JP: We are in a lucky position in New Zealand, because we can use data from other countries, such as the UK, to improve our modelling.

As long as UK or other countries keep collecting good data on who has been vaccinated and basic contact tracing data, we should continue to have a good picture.

For example, we can look at vaccinated people, and the unlucky 5 per cent of them or so who still get sick from Covid-19, find out who they encountered, and then ask how many of those people got sick.

So far, what do you think are the biggest positives around vaccination and immunity, or optimistic signs that we can take away?

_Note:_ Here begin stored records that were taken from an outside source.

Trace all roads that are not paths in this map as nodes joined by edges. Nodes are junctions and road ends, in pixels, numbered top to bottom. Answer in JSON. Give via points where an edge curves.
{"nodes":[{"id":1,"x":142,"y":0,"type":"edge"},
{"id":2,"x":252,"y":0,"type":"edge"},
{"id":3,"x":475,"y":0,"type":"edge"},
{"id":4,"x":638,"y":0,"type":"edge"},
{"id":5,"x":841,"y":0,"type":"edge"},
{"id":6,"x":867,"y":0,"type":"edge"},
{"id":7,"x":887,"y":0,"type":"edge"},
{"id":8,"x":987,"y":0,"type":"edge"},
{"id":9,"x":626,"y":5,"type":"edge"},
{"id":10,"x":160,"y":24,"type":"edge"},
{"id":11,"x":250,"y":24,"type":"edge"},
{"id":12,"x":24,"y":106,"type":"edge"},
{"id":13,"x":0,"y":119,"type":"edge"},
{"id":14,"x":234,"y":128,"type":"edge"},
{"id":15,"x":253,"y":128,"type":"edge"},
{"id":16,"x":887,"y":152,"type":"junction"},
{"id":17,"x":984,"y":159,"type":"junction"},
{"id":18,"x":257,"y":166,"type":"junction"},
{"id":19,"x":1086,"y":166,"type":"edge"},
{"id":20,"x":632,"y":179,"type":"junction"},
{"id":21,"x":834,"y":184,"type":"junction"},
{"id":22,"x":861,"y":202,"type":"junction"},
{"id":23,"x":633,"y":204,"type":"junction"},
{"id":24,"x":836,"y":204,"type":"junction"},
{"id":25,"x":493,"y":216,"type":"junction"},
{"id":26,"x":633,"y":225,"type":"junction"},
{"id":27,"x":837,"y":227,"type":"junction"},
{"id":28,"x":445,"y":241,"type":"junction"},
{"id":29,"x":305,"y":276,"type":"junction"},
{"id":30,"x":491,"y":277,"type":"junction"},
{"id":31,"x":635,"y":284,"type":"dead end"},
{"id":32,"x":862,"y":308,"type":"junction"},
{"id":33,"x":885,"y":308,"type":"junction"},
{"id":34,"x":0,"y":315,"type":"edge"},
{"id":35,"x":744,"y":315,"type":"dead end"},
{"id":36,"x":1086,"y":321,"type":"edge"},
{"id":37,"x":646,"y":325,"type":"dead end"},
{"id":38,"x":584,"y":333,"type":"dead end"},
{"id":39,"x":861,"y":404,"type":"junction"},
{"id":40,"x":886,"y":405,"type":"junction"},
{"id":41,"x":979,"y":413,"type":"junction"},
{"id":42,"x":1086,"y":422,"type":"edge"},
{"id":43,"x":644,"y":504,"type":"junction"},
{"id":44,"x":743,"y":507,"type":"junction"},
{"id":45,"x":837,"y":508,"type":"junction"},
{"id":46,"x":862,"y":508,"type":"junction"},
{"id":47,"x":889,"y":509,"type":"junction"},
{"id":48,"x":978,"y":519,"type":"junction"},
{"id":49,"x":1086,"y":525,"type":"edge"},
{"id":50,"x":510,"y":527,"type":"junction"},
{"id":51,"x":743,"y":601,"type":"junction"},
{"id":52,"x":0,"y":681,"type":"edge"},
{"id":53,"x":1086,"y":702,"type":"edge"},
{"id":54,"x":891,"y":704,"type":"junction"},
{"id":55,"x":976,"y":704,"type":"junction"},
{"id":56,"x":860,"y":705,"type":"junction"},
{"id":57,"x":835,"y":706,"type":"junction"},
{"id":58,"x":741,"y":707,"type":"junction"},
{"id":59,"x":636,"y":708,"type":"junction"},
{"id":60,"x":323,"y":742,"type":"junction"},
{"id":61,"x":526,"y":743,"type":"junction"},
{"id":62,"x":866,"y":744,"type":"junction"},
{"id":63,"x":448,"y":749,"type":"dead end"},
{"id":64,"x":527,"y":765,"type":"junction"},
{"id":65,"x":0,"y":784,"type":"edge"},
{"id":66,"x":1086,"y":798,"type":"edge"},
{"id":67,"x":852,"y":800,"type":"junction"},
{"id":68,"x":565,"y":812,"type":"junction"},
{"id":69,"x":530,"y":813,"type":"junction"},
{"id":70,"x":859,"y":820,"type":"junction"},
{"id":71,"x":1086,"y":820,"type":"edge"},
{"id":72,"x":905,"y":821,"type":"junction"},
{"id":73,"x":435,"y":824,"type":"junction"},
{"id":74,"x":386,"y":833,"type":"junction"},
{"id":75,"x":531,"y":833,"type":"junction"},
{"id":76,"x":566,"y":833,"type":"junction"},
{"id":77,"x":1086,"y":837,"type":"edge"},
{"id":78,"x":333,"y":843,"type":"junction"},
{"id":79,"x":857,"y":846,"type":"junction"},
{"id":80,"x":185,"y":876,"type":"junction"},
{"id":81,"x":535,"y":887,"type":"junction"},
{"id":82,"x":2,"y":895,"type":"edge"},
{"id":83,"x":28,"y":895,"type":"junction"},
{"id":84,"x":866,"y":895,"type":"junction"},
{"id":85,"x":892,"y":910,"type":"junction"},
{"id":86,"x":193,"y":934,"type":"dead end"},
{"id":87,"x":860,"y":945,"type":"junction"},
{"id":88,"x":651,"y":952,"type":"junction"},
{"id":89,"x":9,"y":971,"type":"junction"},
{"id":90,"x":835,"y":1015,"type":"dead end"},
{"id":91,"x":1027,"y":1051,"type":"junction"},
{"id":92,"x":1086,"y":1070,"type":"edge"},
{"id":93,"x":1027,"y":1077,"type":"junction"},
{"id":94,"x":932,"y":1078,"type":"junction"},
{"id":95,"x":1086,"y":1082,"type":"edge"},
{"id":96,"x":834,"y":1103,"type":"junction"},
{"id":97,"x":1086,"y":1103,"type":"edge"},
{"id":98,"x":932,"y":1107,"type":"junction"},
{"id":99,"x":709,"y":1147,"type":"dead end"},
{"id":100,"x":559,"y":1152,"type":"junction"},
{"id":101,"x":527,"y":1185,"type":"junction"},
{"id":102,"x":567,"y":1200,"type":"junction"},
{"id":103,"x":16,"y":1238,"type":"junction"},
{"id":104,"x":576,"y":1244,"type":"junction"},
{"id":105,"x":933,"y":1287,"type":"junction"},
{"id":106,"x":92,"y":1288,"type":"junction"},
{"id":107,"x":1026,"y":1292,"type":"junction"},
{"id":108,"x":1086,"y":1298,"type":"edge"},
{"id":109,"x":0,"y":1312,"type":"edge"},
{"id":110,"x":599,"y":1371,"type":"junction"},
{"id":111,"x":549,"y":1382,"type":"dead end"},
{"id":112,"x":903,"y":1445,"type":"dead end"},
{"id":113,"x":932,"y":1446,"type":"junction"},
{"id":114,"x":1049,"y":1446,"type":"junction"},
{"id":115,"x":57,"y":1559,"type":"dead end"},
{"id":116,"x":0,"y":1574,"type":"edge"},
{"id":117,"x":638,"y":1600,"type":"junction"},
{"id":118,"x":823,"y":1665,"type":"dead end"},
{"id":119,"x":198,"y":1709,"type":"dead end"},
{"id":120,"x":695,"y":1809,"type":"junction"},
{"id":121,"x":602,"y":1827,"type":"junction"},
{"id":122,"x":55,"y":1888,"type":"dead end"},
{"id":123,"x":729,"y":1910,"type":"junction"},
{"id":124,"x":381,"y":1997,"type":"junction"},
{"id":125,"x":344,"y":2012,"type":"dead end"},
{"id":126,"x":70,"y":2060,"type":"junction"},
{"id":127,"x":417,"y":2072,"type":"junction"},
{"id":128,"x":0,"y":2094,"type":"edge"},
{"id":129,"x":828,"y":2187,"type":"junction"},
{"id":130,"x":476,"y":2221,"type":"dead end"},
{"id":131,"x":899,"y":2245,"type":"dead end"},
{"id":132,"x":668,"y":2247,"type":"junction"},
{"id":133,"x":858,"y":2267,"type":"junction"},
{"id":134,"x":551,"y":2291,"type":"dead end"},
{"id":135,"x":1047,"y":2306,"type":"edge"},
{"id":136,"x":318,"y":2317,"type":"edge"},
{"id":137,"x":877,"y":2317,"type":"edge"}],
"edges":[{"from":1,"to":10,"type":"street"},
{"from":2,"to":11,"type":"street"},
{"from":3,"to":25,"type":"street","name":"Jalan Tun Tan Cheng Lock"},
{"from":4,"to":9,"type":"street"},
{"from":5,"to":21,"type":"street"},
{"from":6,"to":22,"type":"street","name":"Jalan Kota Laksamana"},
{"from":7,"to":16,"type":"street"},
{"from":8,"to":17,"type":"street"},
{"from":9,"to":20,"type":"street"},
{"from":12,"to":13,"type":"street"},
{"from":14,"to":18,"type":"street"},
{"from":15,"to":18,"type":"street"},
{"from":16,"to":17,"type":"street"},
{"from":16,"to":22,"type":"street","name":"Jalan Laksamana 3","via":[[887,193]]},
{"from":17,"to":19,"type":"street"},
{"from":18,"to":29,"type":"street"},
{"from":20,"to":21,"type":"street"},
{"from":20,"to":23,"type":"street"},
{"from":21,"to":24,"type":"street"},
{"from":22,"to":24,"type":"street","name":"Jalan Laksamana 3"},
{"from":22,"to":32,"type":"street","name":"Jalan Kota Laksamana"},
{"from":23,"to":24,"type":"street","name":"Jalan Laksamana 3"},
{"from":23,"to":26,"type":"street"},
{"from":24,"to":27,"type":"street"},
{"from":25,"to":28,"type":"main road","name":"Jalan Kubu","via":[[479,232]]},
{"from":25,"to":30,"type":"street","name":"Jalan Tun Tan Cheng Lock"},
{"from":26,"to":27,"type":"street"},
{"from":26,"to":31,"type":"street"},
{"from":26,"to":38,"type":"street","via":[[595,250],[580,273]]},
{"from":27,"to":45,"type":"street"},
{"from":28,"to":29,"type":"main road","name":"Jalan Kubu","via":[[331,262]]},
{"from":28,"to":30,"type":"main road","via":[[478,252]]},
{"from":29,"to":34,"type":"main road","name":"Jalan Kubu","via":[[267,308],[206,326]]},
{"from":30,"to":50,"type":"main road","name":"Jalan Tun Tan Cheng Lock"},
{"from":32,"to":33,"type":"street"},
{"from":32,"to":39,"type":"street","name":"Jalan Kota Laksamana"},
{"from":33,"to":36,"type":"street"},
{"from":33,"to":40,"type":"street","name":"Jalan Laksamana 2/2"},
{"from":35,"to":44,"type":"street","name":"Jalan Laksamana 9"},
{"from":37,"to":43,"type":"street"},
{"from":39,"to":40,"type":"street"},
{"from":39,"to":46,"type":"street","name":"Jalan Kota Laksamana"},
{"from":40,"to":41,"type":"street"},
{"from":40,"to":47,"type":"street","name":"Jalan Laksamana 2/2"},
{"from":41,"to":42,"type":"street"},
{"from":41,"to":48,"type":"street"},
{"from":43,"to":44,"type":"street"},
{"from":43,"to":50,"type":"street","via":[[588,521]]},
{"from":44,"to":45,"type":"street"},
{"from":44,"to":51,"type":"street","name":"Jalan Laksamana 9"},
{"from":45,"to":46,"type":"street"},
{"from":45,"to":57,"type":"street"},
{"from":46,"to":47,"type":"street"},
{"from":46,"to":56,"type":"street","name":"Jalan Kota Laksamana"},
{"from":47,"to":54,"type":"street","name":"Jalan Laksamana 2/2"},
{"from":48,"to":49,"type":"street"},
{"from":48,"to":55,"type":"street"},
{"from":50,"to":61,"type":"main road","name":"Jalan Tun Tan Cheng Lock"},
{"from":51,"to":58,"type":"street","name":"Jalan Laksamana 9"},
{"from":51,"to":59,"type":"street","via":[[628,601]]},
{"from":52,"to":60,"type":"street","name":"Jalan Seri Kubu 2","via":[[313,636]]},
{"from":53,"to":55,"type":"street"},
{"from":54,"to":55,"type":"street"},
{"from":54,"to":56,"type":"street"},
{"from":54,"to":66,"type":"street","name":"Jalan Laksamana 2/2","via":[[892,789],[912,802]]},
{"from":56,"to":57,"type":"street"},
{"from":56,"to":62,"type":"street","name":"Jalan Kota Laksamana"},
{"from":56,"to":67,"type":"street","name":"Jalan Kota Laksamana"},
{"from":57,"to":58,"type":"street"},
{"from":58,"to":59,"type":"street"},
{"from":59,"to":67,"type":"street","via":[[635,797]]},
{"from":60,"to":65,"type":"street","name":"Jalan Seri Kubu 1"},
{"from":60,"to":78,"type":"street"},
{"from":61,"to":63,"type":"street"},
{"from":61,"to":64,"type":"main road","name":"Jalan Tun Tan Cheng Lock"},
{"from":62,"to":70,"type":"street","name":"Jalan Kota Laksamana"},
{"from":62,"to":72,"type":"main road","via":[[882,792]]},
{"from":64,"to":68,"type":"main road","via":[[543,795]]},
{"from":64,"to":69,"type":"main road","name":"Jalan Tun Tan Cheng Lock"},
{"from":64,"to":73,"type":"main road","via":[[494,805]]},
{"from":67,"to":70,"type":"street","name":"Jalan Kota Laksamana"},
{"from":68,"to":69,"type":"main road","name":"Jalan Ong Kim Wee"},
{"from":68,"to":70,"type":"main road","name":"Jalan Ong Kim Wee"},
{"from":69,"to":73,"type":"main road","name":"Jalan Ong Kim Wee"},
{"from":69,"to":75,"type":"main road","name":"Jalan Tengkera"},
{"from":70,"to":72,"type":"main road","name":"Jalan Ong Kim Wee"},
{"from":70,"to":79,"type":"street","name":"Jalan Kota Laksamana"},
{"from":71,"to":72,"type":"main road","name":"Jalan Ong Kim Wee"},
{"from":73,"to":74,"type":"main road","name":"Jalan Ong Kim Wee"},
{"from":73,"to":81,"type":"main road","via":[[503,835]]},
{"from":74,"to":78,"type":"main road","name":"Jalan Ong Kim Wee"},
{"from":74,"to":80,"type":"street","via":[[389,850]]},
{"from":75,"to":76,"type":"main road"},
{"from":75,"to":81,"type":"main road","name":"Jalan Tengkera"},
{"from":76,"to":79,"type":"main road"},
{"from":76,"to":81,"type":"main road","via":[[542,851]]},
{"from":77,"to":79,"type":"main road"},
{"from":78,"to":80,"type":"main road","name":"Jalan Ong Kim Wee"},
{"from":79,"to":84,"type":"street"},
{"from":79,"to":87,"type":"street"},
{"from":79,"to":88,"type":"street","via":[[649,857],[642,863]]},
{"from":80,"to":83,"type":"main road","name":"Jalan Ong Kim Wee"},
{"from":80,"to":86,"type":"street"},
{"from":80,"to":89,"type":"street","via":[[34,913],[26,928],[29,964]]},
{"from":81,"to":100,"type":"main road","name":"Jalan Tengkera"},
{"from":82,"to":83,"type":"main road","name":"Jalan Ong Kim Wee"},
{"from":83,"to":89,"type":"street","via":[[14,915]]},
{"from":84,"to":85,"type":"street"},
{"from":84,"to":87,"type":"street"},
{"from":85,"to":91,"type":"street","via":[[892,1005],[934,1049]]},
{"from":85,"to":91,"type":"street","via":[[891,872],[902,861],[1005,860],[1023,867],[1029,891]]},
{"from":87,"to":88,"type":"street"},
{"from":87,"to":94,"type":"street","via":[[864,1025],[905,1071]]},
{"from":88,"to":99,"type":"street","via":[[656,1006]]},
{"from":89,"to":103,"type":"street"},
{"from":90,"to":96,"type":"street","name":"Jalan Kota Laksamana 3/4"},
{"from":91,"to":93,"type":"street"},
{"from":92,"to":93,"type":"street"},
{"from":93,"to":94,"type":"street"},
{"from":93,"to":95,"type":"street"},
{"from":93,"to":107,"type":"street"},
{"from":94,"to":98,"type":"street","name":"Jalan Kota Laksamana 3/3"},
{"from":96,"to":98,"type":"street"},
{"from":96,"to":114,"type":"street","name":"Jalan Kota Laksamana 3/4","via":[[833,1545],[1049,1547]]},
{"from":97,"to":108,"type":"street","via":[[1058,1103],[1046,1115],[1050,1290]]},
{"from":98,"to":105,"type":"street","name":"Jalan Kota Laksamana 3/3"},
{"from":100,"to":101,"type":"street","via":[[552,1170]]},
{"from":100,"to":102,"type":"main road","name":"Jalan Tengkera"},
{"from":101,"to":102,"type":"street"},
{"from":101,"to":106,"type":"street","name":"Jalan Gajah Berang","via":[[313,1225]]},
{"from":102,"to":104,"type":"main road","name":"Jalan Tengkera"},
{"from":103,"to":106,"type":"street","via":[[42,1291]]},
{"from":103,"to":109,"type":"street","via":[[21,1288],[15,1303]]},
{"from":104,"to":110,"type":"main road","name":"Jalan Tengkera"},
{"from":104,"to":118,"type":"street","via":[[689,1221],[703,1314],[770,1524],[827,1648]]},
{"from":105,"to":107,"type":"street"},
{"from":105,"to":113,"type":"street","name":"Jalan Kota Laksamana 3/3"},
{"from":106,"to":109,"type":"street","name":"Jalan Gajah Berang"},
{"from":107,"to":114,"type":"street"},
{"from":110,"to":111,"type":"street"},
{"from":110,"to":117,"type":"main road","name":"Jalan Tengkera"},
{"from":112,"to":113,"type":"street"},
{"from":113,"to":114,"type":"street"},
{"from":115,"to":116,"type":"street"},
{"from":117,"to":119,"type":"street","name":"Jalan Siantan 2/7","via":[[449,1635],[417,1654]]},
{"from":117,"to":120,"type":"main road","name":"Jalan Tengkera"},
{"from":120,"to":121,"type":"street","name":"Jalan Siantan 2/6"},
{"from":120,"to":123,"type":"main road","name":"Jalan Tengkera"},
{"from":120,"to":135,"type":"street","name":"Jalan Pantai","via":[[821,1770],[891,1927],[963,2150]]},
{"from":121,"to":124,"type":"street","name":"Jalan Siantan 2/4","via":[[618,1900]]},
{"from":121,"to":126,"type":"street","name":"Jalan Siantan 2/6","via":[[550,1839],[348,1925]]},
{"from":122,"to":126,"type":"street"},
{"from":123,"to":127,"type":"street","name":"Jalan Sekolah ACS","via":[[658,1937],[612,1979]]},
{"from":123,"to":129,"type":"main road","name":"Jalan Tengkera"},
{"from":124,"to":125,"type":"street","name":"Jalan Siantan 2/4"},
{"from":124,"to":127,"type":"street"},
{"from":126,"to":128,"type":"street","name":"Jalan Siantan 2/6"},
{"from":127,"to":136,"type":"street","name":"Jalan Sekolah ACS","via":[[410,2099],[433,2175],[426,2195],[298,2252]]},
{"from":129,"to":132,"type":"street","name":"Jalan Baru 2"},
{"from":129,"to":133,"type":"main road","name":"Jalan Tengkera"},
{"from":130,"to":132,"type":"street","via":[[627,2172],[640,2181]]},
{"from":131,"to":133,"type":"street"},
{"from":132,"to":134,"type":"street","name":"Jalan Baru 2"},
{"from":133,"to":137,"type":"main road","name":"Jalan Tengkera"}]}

JP: The modelling to date has sensibly been very conservative in assumptions about vaccine effect on transmission.

However, I always like throwing real world data at models and see how they measure up.

We had a glimpse at what is a plausible R value for someone who has been vaccinated with our recent unfortunate Australian tourist.

He'd had the more transmissible delta variant, but had received one dose of the AstraZeneca vaccine.

As far as we know, only one of his close contacts were also infected.

This is an R of one, and it's also possible they picked the virus up from the source who infected the tourist, and not him.

Obviously, it would be mad to rely heavily on one data point, however I think it gives us room to be more optimistic and more sceptical of recent modelling estimates for herd immunity.

HPH: I agree. Also, we see these kinds of things play out in other real-world examples with other diseases.

Often, the overall effectiveness of vaccines ends up higher than predictions and these slightly more indirect effects - some which can be quite subtle.

Generally, what remain the big unknowns, where we urgently need more data?

JP: Some of the big questions I have, are long will the vaccine protect us for? How long will people who have had the disease be protected for?

Will we need top-up doses if the virus is still circulating in the population at low levels, or will it change such that the vaccine is less effective?

Nonetheless, is it fair to say that the longer we take to vaccinate as much of the population, the more opportunity the virus will have to mutate into new variants, and thus prove harder to eliminate?

JP: Absolutely. I'm still waiting for my first dose of vaccine – I'm in Group 4 - and I get fleeting pangs of jealousy when other people tell me they've had their vaccine, but the more the merrier.

HPH: Yes, the more human incubators, the more chance for mutation, and the harder it will be to beat this back.

We need as many people on the planet protected as soon as possible, or this is going to drag on.

How long might it drag on? Could it be possible the long-term picture could prove permanent circulation and evolution of the virus - like influenza - requiring ongoing vaccine updates and interventions?

JP: It's looking increasingly likely that this will be the future - and this coronavirus isn't the first coronavirus to have made a jump from animals to humans and stayed.

What is certain, is that humans and the virus will continue to adapt and change.